● What to work on
Copy out each line of the data that includes the string "Avenue".

Stored data

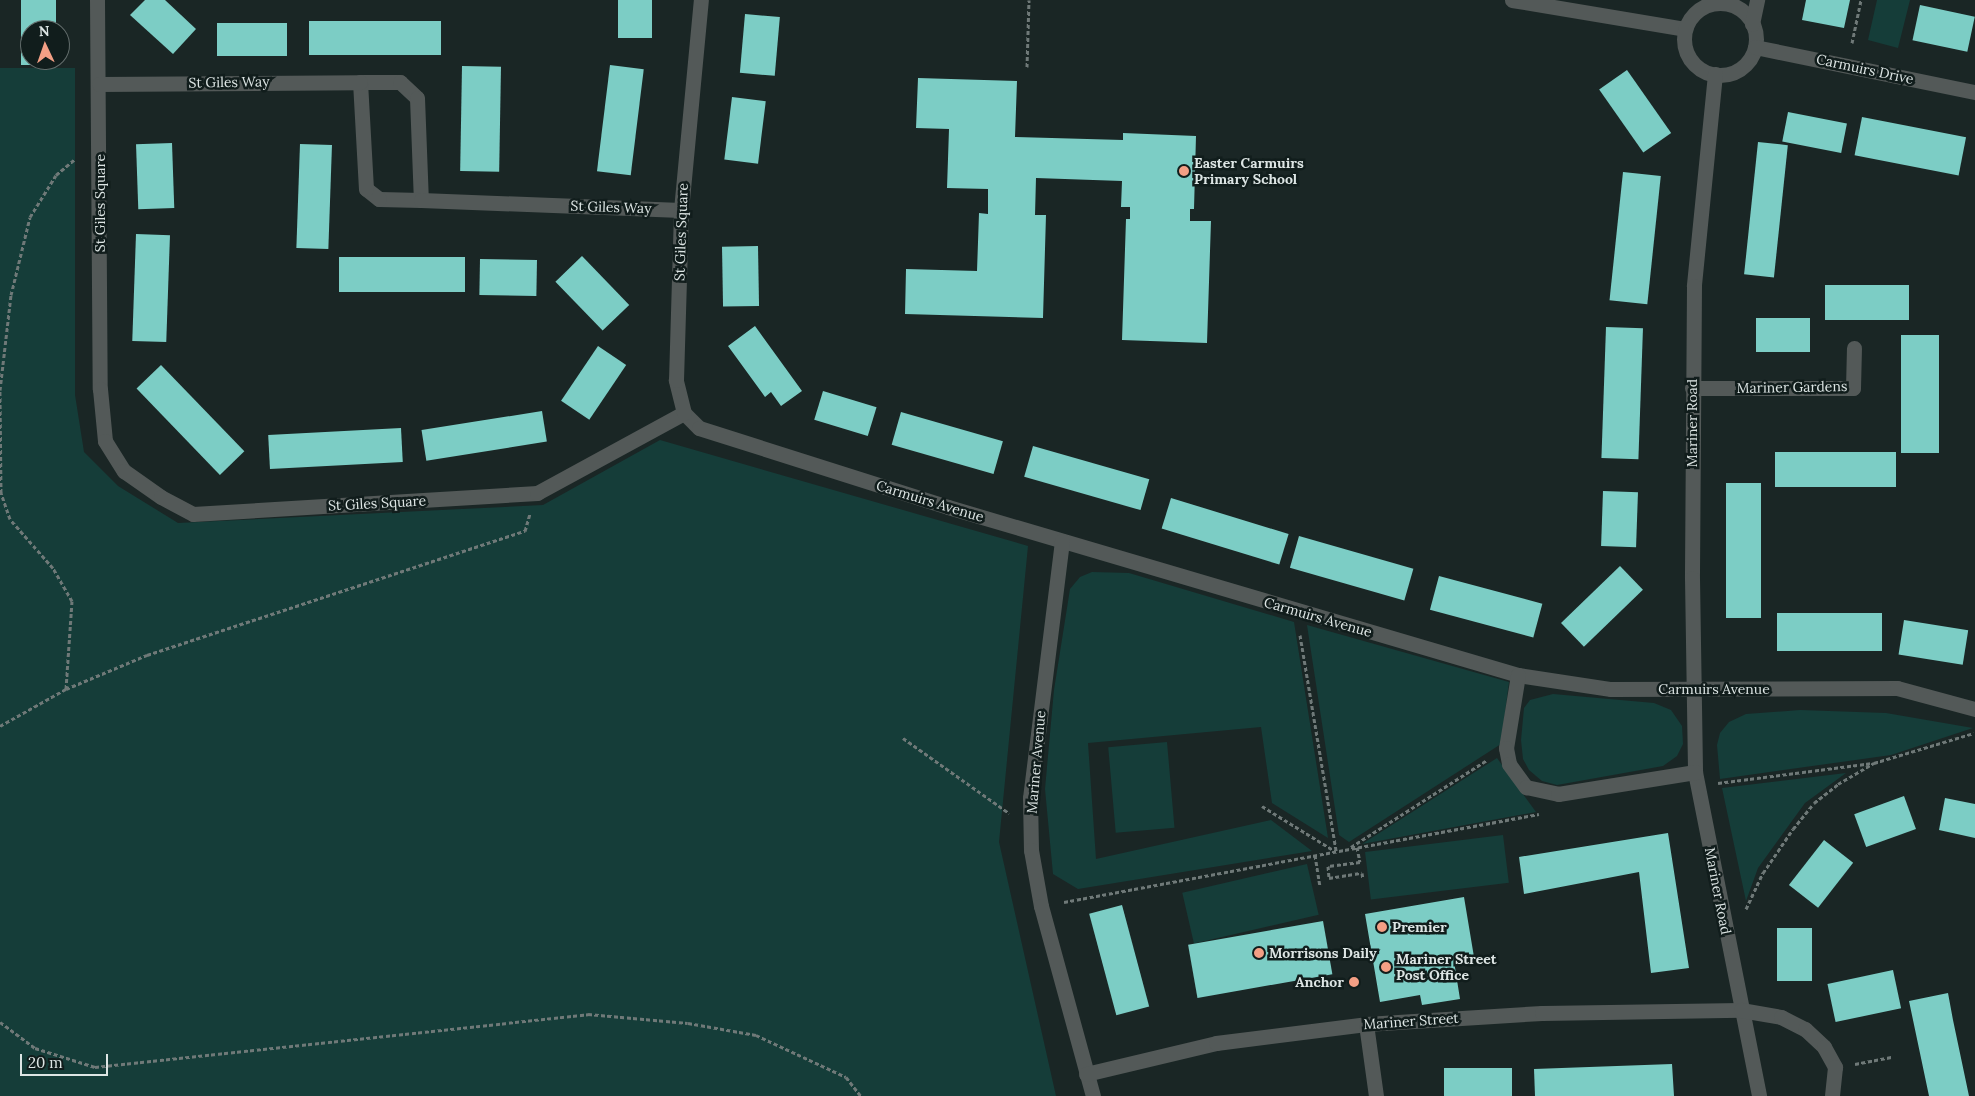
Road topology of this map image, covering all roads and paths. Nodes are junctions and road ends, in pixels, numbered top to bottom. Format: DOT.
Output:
graph roads {
  1 [pos="97,0"];
  2 [pos="701,0"];
  3 [pos="1029,0"];
  4 [pos="1512,0"];
  5 [pos="1757,0"];
  6 [pos="1861,0"];
  7 [pos="1701,5"];
  8 [pos="1596,7"];
  9 [pos="1752,24"];
  10 [pos="1685,29"];
  11 [pos="1755,47"];
  12 [pos="1847,66"];
  13 [pos="1026,68"];
  14 [pos="1715,74"];
  15 [pos="360,82"];
  16 [pos="99,84"];
  17 [pos="1975,92"];
  18 [pos="100,136"];
  19 [pos="421,200"];
  20 [pos="681,210"];
  21 [pos="1854,348"];
  22 [pos="1692,388"];
  23 [pos="684,413"];
  24 [pos="537,493"];
  25 [pos="1062,541"];
  26 [pos="1296,611"];
  27 [pos="1518,674"];
  28 [pos="66,689"];
  29 [pos="1696,689"];
  30 [pos="1975,709"];
  31 [pos="0,726"];
  32 [pos="1975,732"];
  33 [pos="903,738"];
  34 [pos="1506,748"];
  35 [pos="1874,763"];
  36 [pos="1696,779"];
  37 [pos="1558,794"];
  38 [pos="1262,806"];
  39 [pos="1031,822"];
  40 [pos="1357,847"];
  41 [pos="1348,849"];
  42 [pos="1336,851"];
  43 [pos="1315,855"];
  44 [pos="1362,879"];
  45 [pos="1320,886"];
  46 [pos="1041,906"];
  47 [pos="1724,924"];
  48 [pos="1741,1010"];
  49 [pos="0,1022"];
  50 [pos="1366,1024"];
  51 [pos="1891,1057"];
  52 [pos="1835,1067"];
  53 [pos="1086,1074"];
  54 [pos="862,1096"];
  55 [pos="1093,1096"];
  56 [pos="1376,1096"];
  57 [pos="1759,1096"];
  58 [pos="1832,1096"];
  1 -- 16 [label="street, St Giles Square"];
  2 -- 20 [label="street, St Giles Square"];
  3 -- 13 [label="path"];
  4 -- 8 [label="street"];
  5 -- 9 [label="street"];
  6 -- 12 [label="path"];
  7 -- 9 [label="street"];
  7 -- 10 [label="street"];
  8 -- 10 [label="street"];
  9 -- 11 [label="street"];
  10 -- 14 [label="street"];
  11 -- 12 [label="street, Carmuirs Drive"];
  11 -- 14 [label="street"];
  12 -- 17 [label="street, Carmuirs Drive"];
  14 -- 22 [label="street, Mariner Road"];
  15 -- 16 [label="street, St Giles Way"];
  15 -- 19 [label="street, St Giles Way"];
  15 -- 19 [label="street, St Giles Way"];
  16 -- 18 [label="street, St Giles Square"];
  18 -- 24 [label="street, St Giles Square"];
  18 -- 28 [label="path"];
  19 -- 20 [label="street, St Giles Way"];
  20 -- 23 [label="street, St Giles Square"];
  21 -- 22 [label="street, Mariner Gardens"];
  22 -- 29 [label="street, Mariner Road"];
  23 -- 24 [label="street, St Giles Square"];
  23 -- 25 [label="street, Carmuirs Avenue"];
  24 -- 28 [label="path"];
  25 -- 26 [label="street, Carmuirs Avenue"];
  25 -- 39 [label="street, Mariner Avenue"];
  26 -- 27 [label="street, Carmuirs Avenue"];
  26 -- 42 [label="path"];
  27 -- 29 [label="street, Carmuirs Avenue"];
  27 -- 34 [label="street"];
  28 -- 31 [label="path"];
  29 -- 30 [label="street, Carmuirs Avenue"];
  29 -- 36 [label="street, Mariner Road"];
  32 -- 35 [label="path"];
  33 -- 39 [label="path"];
  34 -- 37 [label="street"];
  34 -- 41 [label="path"];
  35 -- 36 [label="path"];
  35 -- 47 [label="path"];
  36 -- 37 [label="street"];
  36 -- 47 [label="street, Mariner Road"];
  37 -- 40 [label="path"];
  38 -- 42 [label="path"];
  39 -- 46 [label="street, Mariner Avenue"];
  40 -- 41 [label="path"];
  40 -- 44 [label="path"];
  41 -- 42 [label="path"];
  42 -- 43 [label="path"];
  43 -- 45 [label="path"];
  43 -- 46 [label="path"];
  46 -- 53 [label="street, Mariner Avenue"];
  47 -- 48 [label="street, Mariner Road"];
  48 -- 50 [label="street, Mariner Street"];
  48 -- 52 [label="street"];
  48 -- 57 [label="street, Mariner Road"];
  49 -- 54 [label="path"];
  50 -- 53 [label="street, Mariner Street"];
  50 -- 56 [label="street"];
  51 -- 52 [label="path"];
  52 -- 58 [label="street"];
  53 -- 55 [label="street, Mariner Avenue"];
}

● Solution to the exercise
  23 -- 25 [label="street, Carmuirs Avenue"];
  25 -- 26 [label="street, Carmuirs Avenue"];
  25 -- 39 [label="street, Mariner Avenue"];
  26 -- 27 [label="street, Carmuirs Avenue"];
  27 -- 29 [label="street, Carmuirs Avenue"];
  29 -- 30 [label="street, Carmuirs Avenue"];
  39 -- 46 [label="street, Mariner Avenue"];
  46 -- 53 [label="street, Mariner Avenue"];
  53 -- 55 [label="street, Mariner Avenue"];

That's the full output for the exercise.